**Task brief**
Would you return every entry below without a single difference?

**Records contained in a dataset**
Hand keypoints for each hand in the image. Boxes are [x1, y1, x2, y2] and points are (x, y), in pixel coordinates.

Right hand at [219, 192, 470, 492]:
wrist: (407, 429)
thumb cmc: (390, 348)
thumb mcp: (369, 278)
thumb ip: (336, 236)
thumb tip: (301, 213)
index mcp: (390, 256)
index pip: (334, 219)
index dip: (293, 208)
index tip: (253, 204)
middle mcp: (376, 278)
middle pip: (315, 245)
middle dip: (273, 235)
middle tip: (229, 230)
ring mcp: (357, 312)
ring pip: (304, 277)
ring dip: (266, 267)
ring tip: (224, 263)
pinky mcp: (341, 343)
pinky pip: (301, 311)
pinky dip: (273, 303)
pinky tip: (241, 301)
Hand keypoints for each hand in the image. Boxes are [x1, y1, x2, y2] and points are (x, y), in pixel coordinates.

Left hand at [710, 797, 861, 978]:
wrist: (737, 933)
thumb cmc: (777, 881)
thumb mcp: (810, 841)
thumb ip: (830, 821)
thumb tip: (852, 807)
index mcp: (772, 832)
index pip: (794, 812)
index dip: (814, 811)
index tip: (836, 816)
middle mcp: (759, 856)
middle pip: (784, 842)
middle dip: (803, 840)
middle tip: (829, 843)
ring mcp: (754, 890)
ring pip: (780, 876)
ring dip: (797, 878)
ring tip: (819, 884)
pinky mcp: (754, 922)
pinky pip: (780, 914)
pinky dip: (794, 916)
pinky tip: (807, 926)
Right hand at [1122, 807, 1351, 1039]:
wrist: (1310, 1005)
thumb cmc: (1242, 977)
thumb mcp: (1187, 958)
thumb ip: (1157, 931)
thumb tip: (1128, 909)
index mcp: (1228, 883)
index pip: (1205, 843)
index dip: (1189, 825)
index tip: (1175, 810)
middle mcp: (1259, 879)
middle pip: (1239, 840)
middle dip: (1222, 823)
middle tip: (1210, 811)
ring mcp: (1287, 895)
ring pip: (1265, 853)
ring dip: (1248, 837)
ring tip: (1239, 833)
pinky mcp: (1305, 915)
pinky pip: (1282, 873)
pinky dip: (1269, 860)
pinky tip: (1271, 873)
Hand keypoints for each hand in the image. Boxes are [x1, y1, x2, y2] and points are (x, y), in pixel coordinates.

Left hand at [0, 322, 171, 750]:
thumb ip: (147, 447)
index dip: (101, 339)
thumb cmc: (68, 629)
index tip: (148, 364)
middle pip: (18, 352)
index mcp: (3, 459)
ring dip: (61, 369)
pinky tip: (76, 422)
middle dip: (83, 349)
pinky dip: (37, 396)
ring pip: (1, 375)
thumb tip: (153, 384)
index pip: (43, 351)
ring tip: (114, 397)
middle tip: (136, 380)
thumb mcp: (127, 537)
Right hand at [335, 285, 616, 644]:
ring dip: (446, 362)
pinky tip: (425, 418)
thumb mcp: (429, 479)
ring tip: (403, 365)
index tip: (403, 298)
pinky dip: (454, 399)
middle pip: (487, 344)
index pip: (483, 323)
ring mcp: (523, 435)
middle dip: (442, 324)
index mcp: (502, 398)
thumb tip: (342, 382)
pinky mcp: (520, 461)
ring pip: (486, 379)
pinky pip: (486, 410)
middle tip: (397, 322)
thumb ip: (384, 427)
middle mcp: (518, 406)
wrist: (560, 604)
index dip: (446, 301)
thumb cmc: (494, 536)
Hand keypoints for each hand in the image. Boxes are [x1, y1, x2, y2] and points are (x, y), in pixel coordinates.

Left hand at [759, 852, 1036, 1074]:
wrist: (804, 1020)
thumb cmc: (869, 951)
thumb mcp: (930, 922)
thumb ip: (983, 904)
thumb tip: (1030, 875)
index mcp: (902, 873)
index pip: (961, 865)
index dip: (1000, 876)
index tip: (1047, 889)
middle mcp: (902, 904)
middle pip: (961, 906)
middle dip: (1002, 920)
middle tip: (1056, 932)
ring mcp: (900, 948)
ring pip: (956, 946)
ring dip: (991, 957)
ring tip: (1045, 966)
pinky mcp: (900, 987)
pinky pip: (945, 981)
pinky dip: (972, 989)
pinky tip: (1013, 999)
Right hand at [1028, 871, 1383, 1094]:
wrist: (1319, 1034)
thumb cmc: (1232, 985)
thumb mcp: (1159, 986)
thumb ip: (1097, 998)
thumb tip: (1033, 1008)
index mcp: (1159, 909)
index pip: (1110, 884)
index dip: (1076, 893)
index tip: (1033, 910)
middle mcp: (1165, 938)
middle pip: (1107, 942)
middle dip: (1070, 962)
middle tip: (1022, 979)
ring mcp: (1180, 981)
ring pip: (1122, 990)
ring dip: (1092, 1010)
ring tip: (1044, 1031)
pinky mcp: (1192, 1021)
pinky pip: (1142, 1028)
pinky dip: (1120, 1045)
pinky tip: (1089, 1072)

**Written response**
Hand keypoints for each hand in the image. Boxes are [x1, y1, x2, y2] and points are (x, y), in pixel coordinates.

Right hand at [219, 192, 470, 492]:
wrist: (407, 429)
thumb cmc: (390, 348)
thumb mcp: (369, 278)
thumb ip: (336, 236)
thumb tip: (301, 213)
index mcp: (390, 256)
index pip: (334, 219)
index dip: (293, 208)
index tip: (253, 204)
middle mcp: (376, 278)
middle pip: (315, 245)
middle dip: (273, 235)
middle tip: (229, 230)
ring mcp: (357, 312)
ring pip: (304, 277)
ring dip: (266, 267)
ring tip: (224, 263)
pinky mcp: (341, 343)
pinky pip: (301, 311)
pinky dip: (273, 303)
pinky tip: (241, 301)
Hand keypoints for each hand in the image. Boxes are [x1, y1, x2, y2] and points are (x, y), in pixel coordinates.

Left hand at [710, 797, 861, 978]:
wrist: (737, 933)
thumb cmc: (777, 881)
thumb mcp: (810, 841)
thumb ip: (830, 821)
thumb tip: (852, 807)
index mcp: (772, 832)
index pip: (794, 812)
index dip: (814, 811)
index tip: (836, 816)
middle mcp: (759, 856)
middle pip: (784, 842)
middle dip: (803, 840)
middle tip: (829, 843)
ring mcp: (754, 890)
ring pip: (780, 876)
ring dip: (797, 878)
ring tip: (819, 884)
pinky mcp: (754, 922)
pinky pip: (780, 914)
pinky dip: (794, 916)
pinky tip: (807, 926)
Right hand at [1122, 807, 1351, 1039]:
wrist: (1310, 1005)
thumb cmc: (1242, 977)
thumb mcp: (1187, 958)
thumb ip: (1157, 931)
thumb tip: (1128, 909)
index mcp: (1228, 883)
index pip: (1205, 843)
index dip: (1189, 825)
index tip: (1175, 810)
middle mcp: (1259, 879)
middle pip: (1239, 840)
middle dip: (1222, 823)
middle tip: (1210, 811)
ring mcp: (1287, 895)
ring pip: (1265, 853)
ring dip: (1248, 837)
ring tip: (1239, 833)
pinky mcp: (1305, 915)
pinky pip: (1282, 873)
pinky dip: (1269, 860)
pinky tip: (1271, 873)
Hand keypoints for each hand in the image. Boxes are [x1, y1, x2, y2] and points are (x, y), in pixel coordinates.

Left hand at [0, 322, 171, 750]:
thumb ip: (147, 447)
index dip: (101, 339)
thumb cmc: (68, 629)
index tip: (148, 364)
middle pip: (18, 352)
index mcp: (3, 459)
ring dip: (61, 369)
pinky tip: (76, 422)
middle dip: (83, 349)
pinky dip: (37, 396)
ring pip: (1, 375)
thumb tip: (153, 384)
index pip: (43, 351)
ring tip: (114, 397)
middle tip: (136, 380)
thumb mcp: (127, 537)
Right hand at [335, 285, 616, 644]:
ring dip: (446, 362)
pinky tip: (425, 418)
thumb mcp: (429, 479)
ring tip: (403, 365)
index tip: (403, 298)
pinky dip: (454, 399)
middle pip: (487, 344)
index pip: (483, 323)
ring mcp: (523, 435)
middle dip: (442, 324)
index mcp: (502, 398)
thumb tip: (342, 382)
pinky mcp: (520, 461)
ring pip: (486, 379)
pinky pip: (486, 410)
middle tip: (397, 322)
thumb ip: (384, 427)
middle mcp: (518, 406)
wrist: (560, 604)
index dip: (446, 301)
thumb cmc: (494, 536)
Hand keypoints for each hand in the image. Boxes are [x1, y1, x2, y2] and points are (x, y), in pixel coordinates.

Left hand at [759, 852, 1036, 1074]:
wrist: (804, 1020)
thumb cmc: (869, 951)
thumb mcp: (930, 922)
thumb ip: (983, 904)
thumb tip: (1030, 875)
index mcp: (902, 873)
index pip: (961, 865)
index dip: (1000, 876)
index tip: (1047, 889)
middle mcp: (902, 904)
middle pip: (961, 906)
middle dip: (1002, 920)
middle tip: (1056, 932)
ring mcp: (900, 948)
ring pip: (956, 946)
ring dip: (991, 957)
ring tip: (1045, 966)
pinky mcp: (900, 987)
pinky pip: (945, 981)
pinky dip: (972, 989)
pinky tip: (1013, 999)
Right hand at [1028, 871, 1383, 1094]:
wrist: (1319, 1034)
thumb cmc: (1232, 985)
thumb mcp: (1159, 986)
thumb ip: (1097, 998)
thumb tip: (1033, 1008)
index mcp: (1159, 909)
index pip: (1110, 884)
index dip: (1076, 893)
index tip: (1033, 910)
middle mcp: (1165, 938)
middle pip: (1107, 942)
middle dip: (1070, 962)
middle tip: (1022, 979)
ring mcp: (1180, 981)
ring pip: (1122, 990)
ring dip: (1092, 1010)
ring tip: (1044, 1031)
pinky mcp: (1192, 1021)
pinky pip: (1142, 1028)
pinky dip: (1120, 1045)
pinky tip: (1089, 1072)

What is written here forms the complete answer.